Treatment of unspent amounts
Amounts to be utilised towards a CSR activity, but unspent must be parked in a special account as prescribed under the provision within 30 days of the end of the relevant financial year. The unspent amount must be utilised by the company for the particular CSR activity within a period of 3 financial years from the date of such transfer, failing which, it must be transferred to any fund provided for in schedule VII of the Companies Act namely inter alia the Clean Ganga Fund, Swachh Baharat Kosh, Prime Minister's National Relief Fund.
Any unspent amount which does not relate to an ongoing CSR activity must be transferred to a fund provided for in Schedule VII within a span of 6 months of the end of the relevant financial year.
Prior to the amendment, the only requirement that fell upon companies who had failed to spend the prescribed amounts was to have the reason noted in the Board's report.
Fines and Imprisonment
Provision for penalty in the form of fine on the company and officers in default, between Rs 50,000 - Rs 25,00,000, has been inserted in case of failure in compliance with Section 135. Additionally, every officer in default may also be imprisoned for a term of up to 3 years. Up until now, there was no specific penalty associated with CSR under Section 135.
Prior to the amendment, companies were being prosecuted under Section 134 of the Companies Act if the board's report did not reflect "details about the policy developed and implemented by the company on corporate social responsibility initiatives taken during the year". The penalties proposed under Section 135 are similar to those that exist under Section 134. Till the new provisions under Section 135 are notified, procedures under Section 134 will continue.

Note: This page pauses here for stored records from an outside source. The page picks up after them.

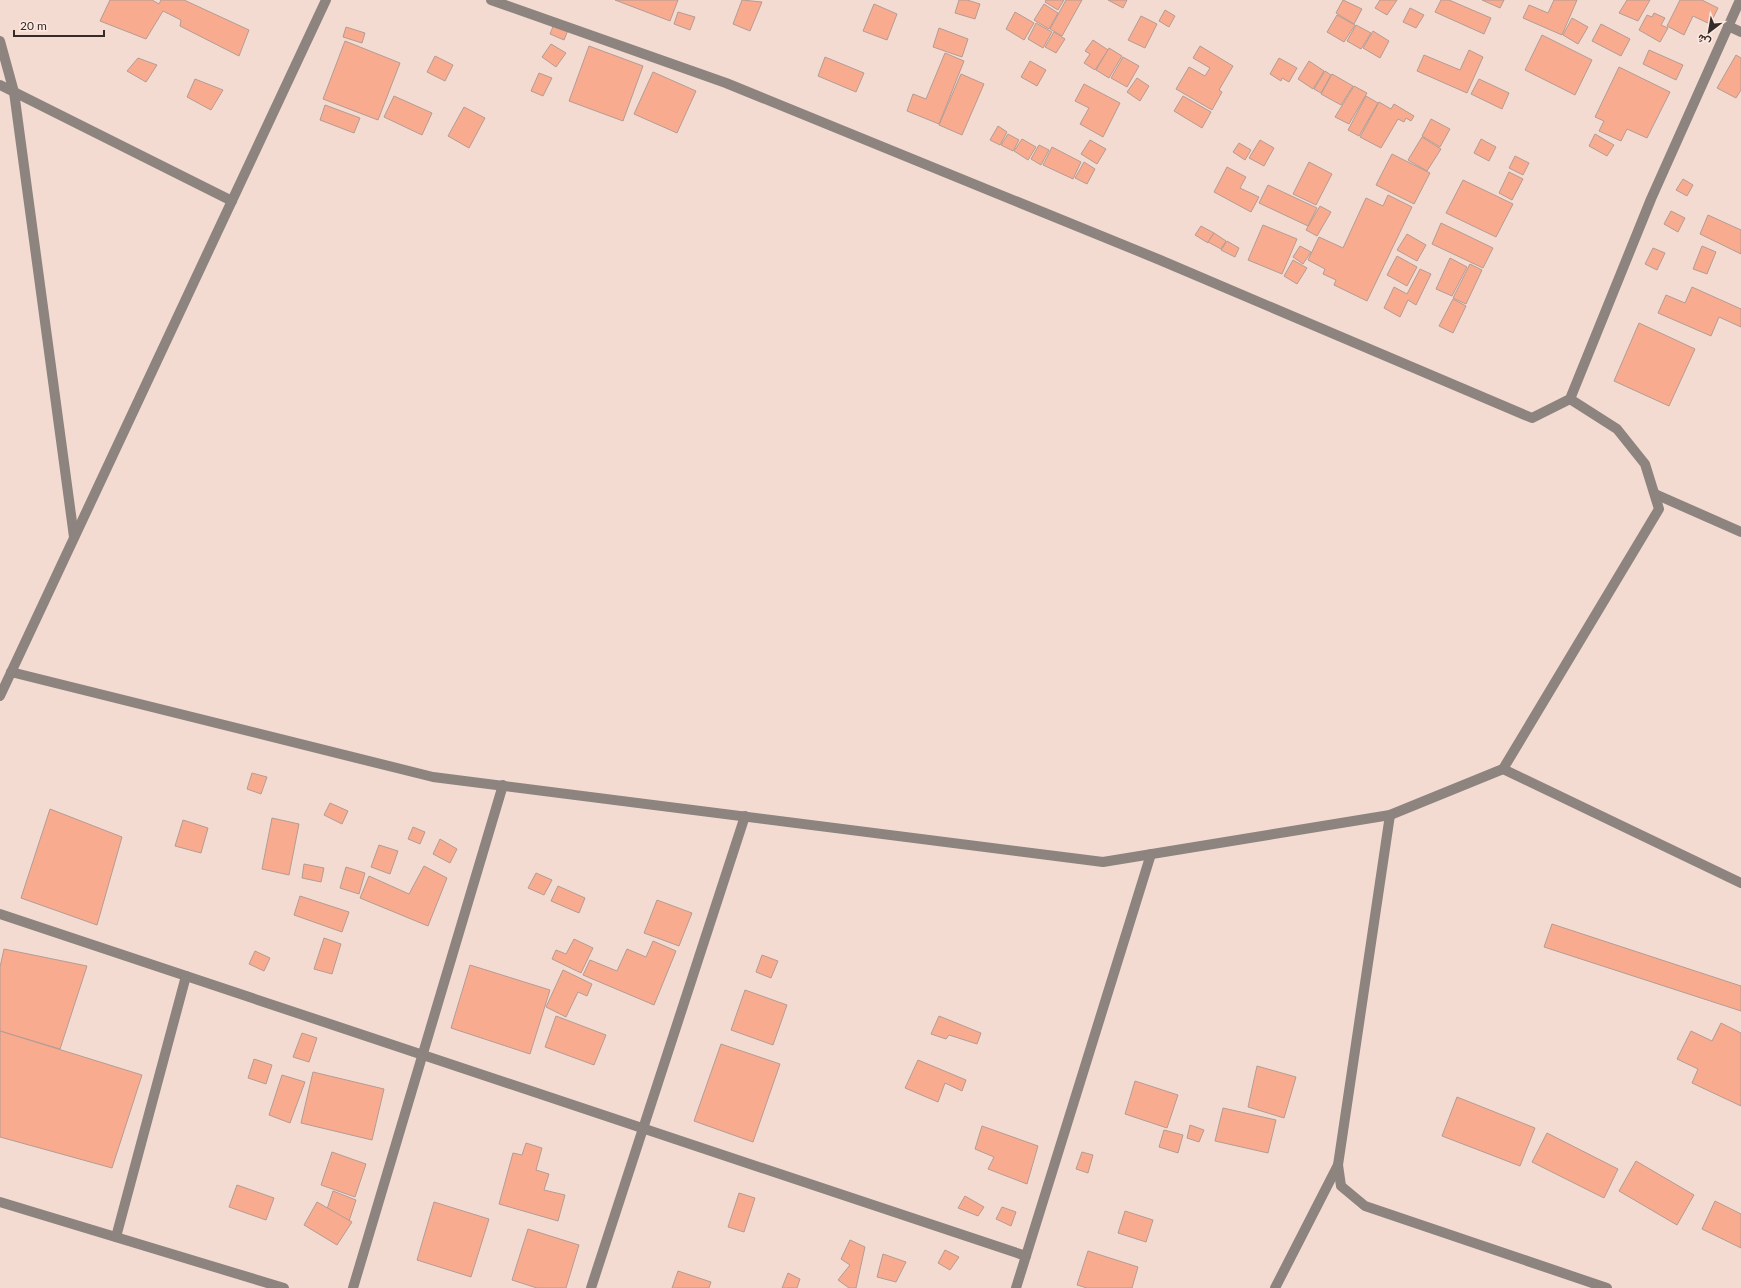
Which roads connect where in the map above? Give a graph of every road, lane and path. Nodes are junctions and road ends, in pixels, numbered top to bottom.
1 (326, 0) edge
2 (491, 0) edge
3 (1740, 0) edge
4 (1728, 26) junction
5 (1741, 32) edge
6 (0, 41) edge
7 (0, 85) edge
8 (14, 92) junction
9 (232, 201) junction
10 (1570, 399) junction
11 (1655, 494) junction
12 (1741, 532) edge
13 (75, 537) junction
14 (11, 672) junction
15 (0, 696) edge
16 (1504, 769) junction
17 (503, 785) junction
18 (1390, 815) junction
19 (745, 816) junction
20 (1150, 854) junction
21 (1741, 883) edge
22 (0, 914) edge
23 (186, 976) junction
24 (422, 1055) junction
25 (643, 1128) junction
26 (1338, 1165) junction
27 (0, 1202) edge
28 (116, 1237) junction
29 (1026, 1256) junction
30 (284, 1288) edge
31 (353, 1288) edge
32 (591, 1288) edge
33 (1016, 1288) edge
34 (1275, 1288) edge
35 (1607, 1288) edge

1 - 9 street
2 - 10 street
3 - 4 street
4 - 5 street
4 - 10 street
6 - 8 street
7 - 8 street
8 - 9 street
8 - 13 street
9 - 13 street
10 - 11 street
11 - 12 street
11 - 16 street
13 - 14 street
14 - 15 street
14 - 17 street
16 - 18 street
16 - 21 street
17 - 19 street
17 - 24 street
18 - 20 street
18 - 26 street
19 - 20 street
19 - 25 street
20 - 29 street
22 - 23 street
23 - 24 street
23 - 28 street
24 - 25 street
24 - 31 street
25 - 29 street
25 - 32 street
26 - 34 street
26 - 35 street
27 - 28 street
28 - 30 street
29 - 33 street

Various companies have over the past year come under scrutiny for non-compliance with CSR provisions taking the route under Section 134. However, there exist large multinational brands which have been carrying out CSR initiatives in various parts of the country irrespective of specific penalties under Section 135. The penalties are unlikely to have an impact on such corporations since their ethos already encapsulate CSR. That being said, certain practical problems are likely to come up once the amendment is notified.
Firstly, the role of penalty under Section 134 pertaining to setting out CSR details in the boards' report, once the amendment to Section 135 is notified, is unclear. Since the penalty under Section 134 is for inter alia not complying with setting out various matters under the board's report, including CSR related information, the penalty under Section 134 and Section 135, once notified, are going to be in force concurrently.
In the absence of clarity, this could lead to companies being prosecuted for not setting out details of CSR activity(ies) in their boards' reports even though they may have complied with CSR provisions under Section 135.
Secondly, whether there will be a requirement to transfer unspent amounts from the past years, into the special account or funds provided at Schedule VII, is thought-provoking. Statutes that prescribe posterior disqualification on past conduct are not considered as statutes having retrospective effect.
Thus, considering that corporations were always required under Section 135 to spend certain amounts towards CSR, and thus, had no right over such amounts in lieu of their CSR initiatives, it is likely that an obligation arises to transfer unspent amounts from the past years as prescribed under the amended Section 135. However, this obligation, if at all it exists, will only trigger once the amendment is notified.